If a young man discovers that he has made a mistake in his business, trade, or profession — he can change and take something else, without serious detriment to his future. If a young woman buys a new dress and then concludes that she does not like it — she can discard it, hang it away in the storeroom and get another. If one takes a position, and afterward finds that the place is not satisfactory, nor the work congenial — it is easy to seek another place. But marriage is "for better, for worse, until death us do part." Therefore it should not be entered into unadvisedly or lightly — but reverently, discreetly, in the fear of God, and after most serious thought. It never should be drifted into.
Yet it would seem that for nearly every other step in life, there is more deliberation. For nearly all other duties there is instruction, training. Why should there not be for marriage? Why should not mothers talk thoughtfully to their daughters of the meaning of marriage, of the principles which should guide them in entering the relation, and of the duties which will be theirs when they become wives? Why should not fathers have quiet talks with their sons on the subject, telling them what a husband's duties are, how he must forget himself and live for the happiness of the woman he chooses for his wife, giving up his own selfish ways and unlearning habits he has formed, which prove hindrances to the blending which alone makes wholesome marriage?
Such wise instruction, given in youth, would certainly lead to more thoughtfulness on the subject — and thoughtfulness would prevent many inconsiderate marriages. It is often said that "marriage is a lottery," as if it were necessarily a sort of game of chance.
But there need not be such uncertainty about its outcome, if only young people would give serious attention to the subject before entering into it.
For example, the young man should consider whether the young woman he is interested in is fitted to be his wife. Perhaps it will be necessary for him to live economically, at least for a time. Has this girl had the training which will make her a good poor man's wife? Will she be able so to manage her household affairs, that they can live on the small income he will have? Then will she be willing to live in a plain way, befitting their circumstances, and will she be contented in doing so?
Then, has she the other abilities and qualifications that will make her the dearest woman in the world to him? Are her attractions such as will wear? There is a vast deal more required to make a woman interesting to a man, three hundred and sixty-five days in the year, for forty years or more — than to make her pleasing or winning for an evening, two or three times a week, for a few months.
Then a young man's questioning should not be all on the side of the girl's ability to make him happy, and to be a good, faithful, helpful wife. He ought to be quite as severe regarding himself — whether he is the man to make this woman the husband she needs, whether he can make her happy, and whether he is able to devote himself to the holy task. This should be a really serious question with every young man who asks a girl to be his wife. It means that he must make himself worthy of her in every way; that he must be ready to give up his own preferences in many matters, and live for her.

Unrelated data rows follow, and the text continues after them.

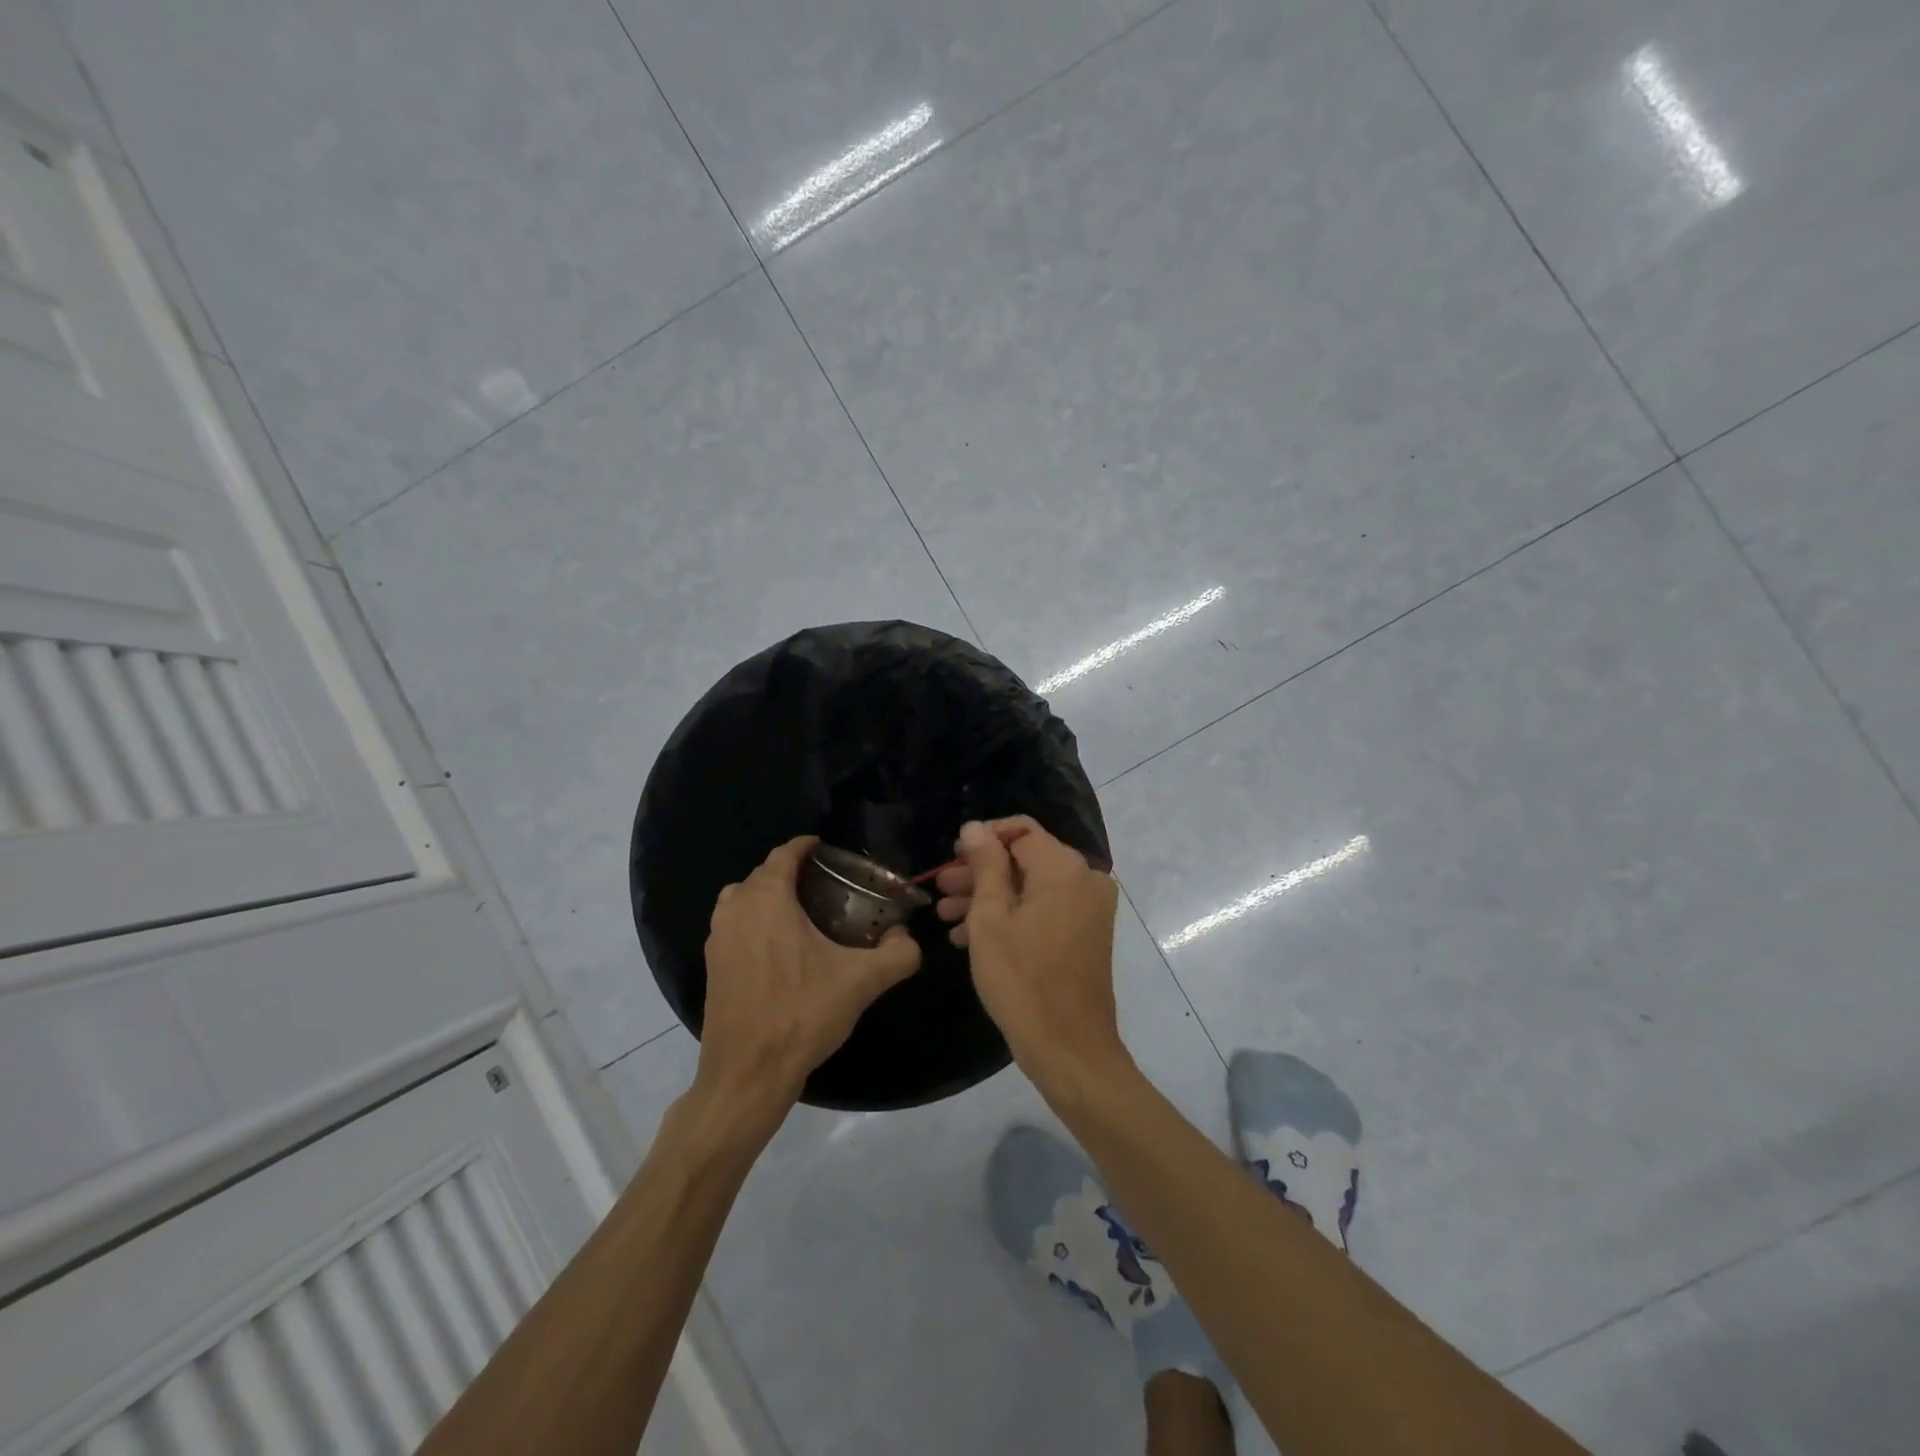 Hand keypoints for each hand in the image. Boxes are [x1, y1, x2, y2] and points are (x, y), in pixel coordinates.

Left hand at [698, 835, 920, 1134]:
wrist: (747, 1074)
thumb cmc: (802, 1015)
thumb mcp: (862, 982)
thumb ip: (898, 954)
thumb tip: (908, 939)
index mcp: (767, 900)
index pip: (783, 854)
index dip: (805, 846)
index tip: (826, 847)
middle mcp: (735, 910)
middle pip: (762, 874)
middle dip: (790, 871)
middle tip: (825, 883)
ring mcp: (716, 938)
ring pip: (741, 899)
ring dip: (766, 896)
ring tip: (800, 911)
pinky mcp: (710, 966)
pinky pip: (732, 925)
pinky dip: (752, 921)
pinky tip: (779, 948)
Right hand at [946, 818, 1129, 1094]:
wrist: (1069, 1048)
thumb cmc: (1022, 980)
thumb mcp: (990, 919)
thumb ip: (985, 864)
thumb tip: (975, 826)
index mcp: (1064, 868)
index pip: (1020, 829)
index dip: (982, 839)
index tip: (951, 858)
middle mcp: (1085, 879)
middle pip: (1025, 858)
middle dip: (981, 872)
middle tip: (941, 888)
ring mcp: (1090, 907)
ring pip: (1032, 886)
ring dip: (991, 897)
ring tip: (947, 916)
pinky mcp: (1087, 932)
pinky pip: (1046, 909)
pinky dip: (1013, 916)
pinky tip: (971, 936) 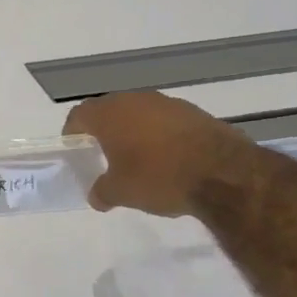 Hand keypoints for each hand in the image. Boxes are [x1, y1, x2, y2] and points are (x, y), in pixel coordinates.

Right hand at [62, 91, 247, 216]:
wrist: (223, 173)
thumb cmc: (158, 177)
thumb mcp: (121, 193)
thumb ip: (102, 192)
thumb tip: (97, 196)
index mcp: (109, 115)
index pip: (80, 114)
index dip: (73, 131)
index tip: (75, 147)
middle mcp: (135, 100)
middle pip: (110, 110)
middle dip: (104, 129)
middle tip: (104, 153)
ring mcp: (167, 103)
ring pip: (140, 113)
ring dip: (134, 130)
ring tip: (138, 157)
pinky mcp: (194, 112)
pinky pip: (166, 120)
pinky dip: (160, 134)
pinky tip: (168, 157) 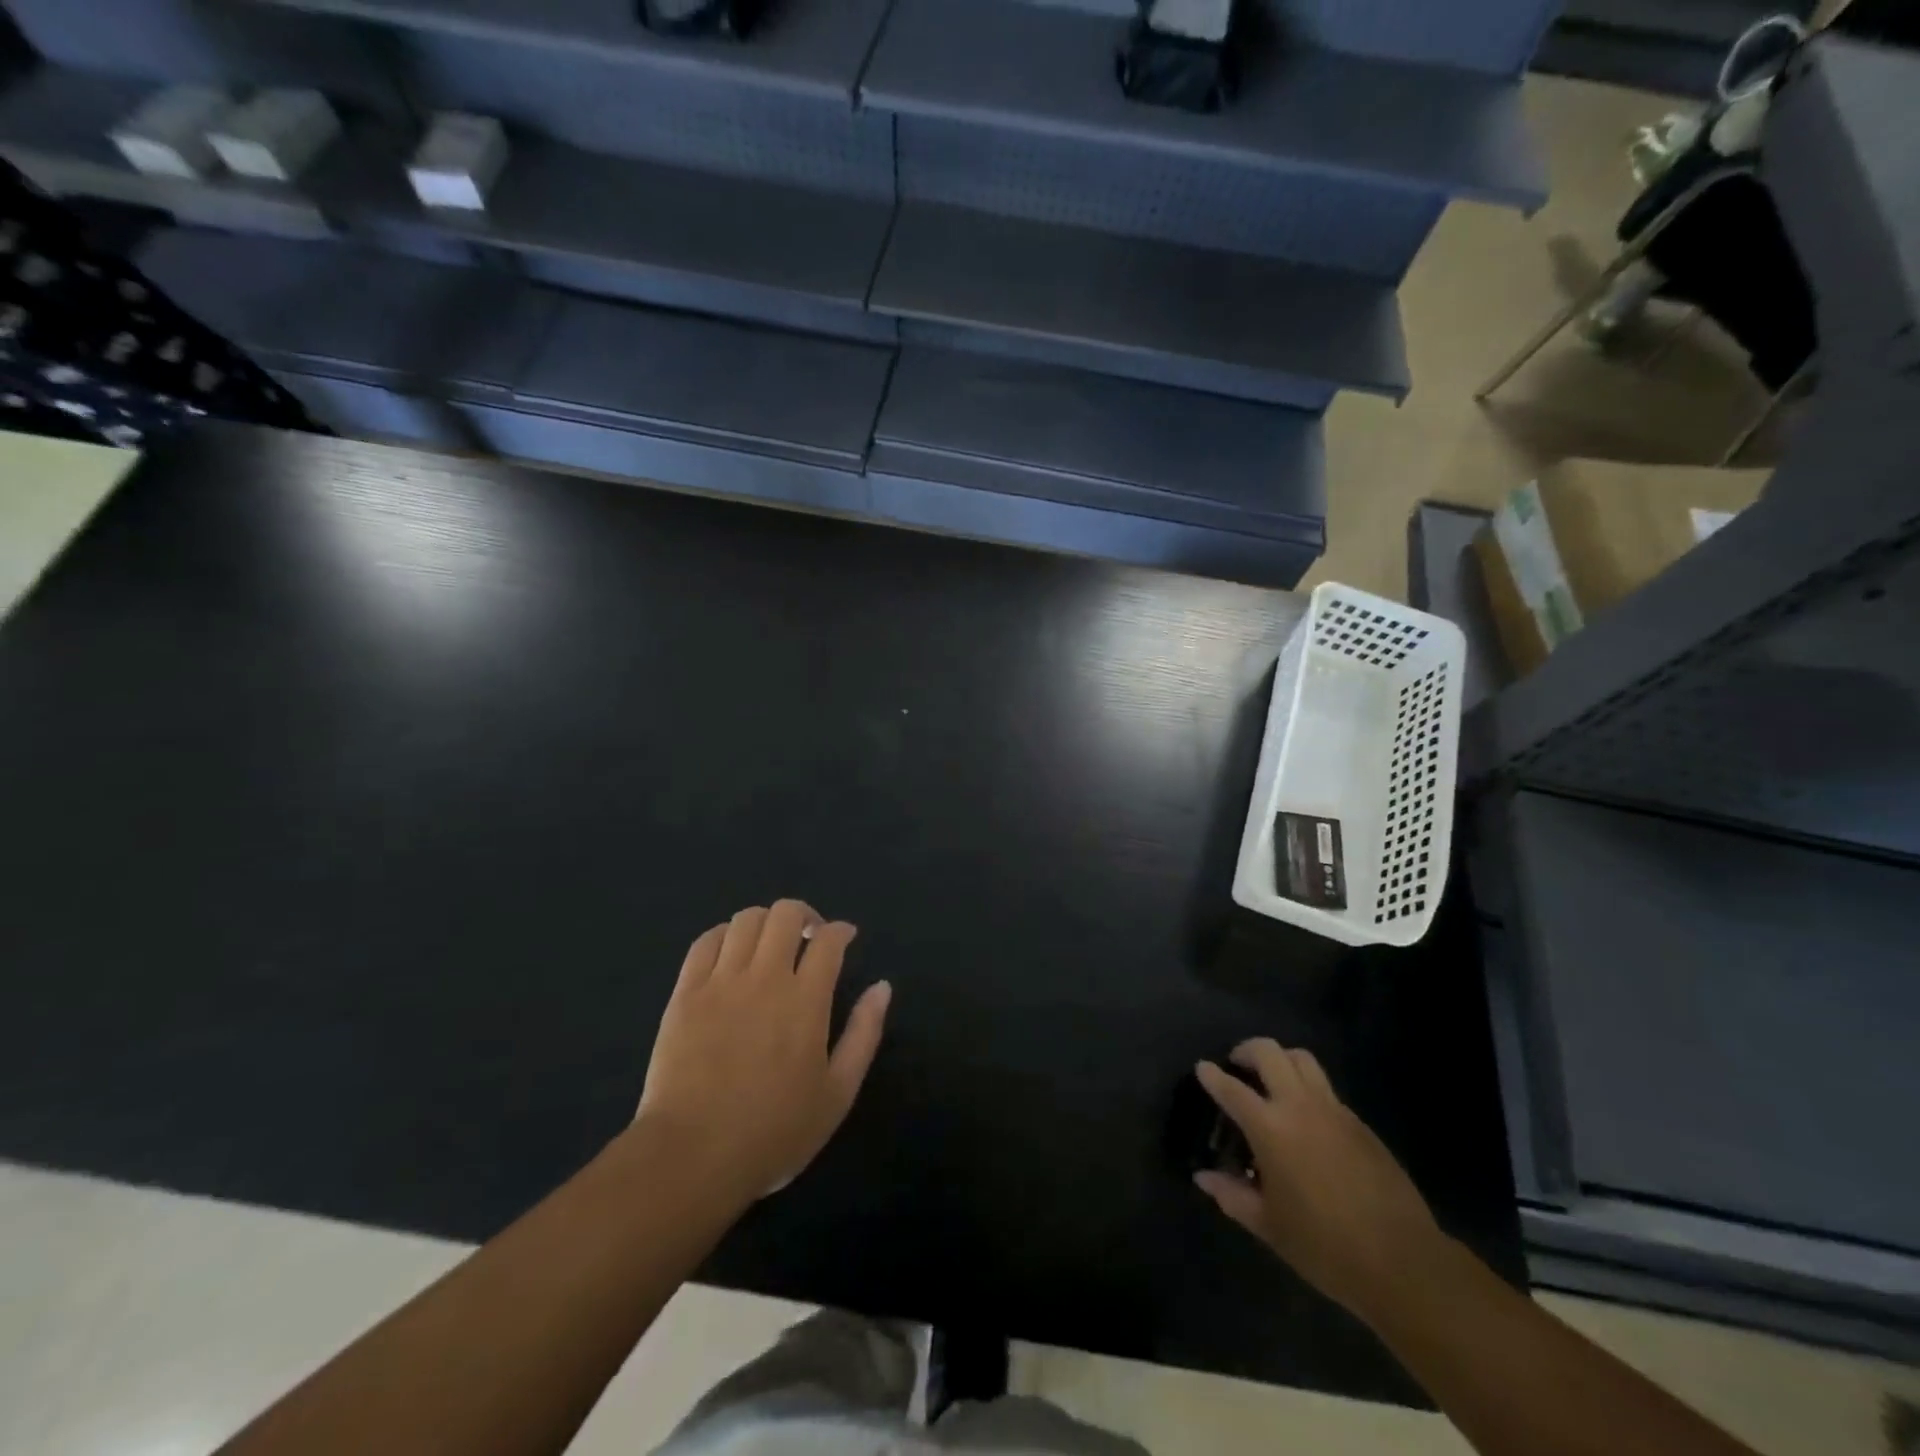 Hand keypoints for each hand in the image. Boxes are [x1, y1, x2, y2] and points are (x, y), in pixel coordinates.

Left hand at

Then while he makes sure that the girl he is thinking of so warmly, will be ready sweetly to share a plain home and close economy with him as his wife — he must also make sure that he is ready and that he will be able to provide for her in a way that will not lay too heavy a burden of sacrifice upon her. Too many young men never give serious thought to this phase of the marriage problem. The result is that many a noble girl, willing to share privation and close economies with the man she loves, is taken out of a home of comfort — to endure pinching experiences, and even wretched poverty — because the man who promised to keep, comfort, and cherish her, lacks either the capacity or the energy to provide a comfortable home for her.
Whatever other drifting you do, dear young people, don't drift into marriage!! Know what you are doing!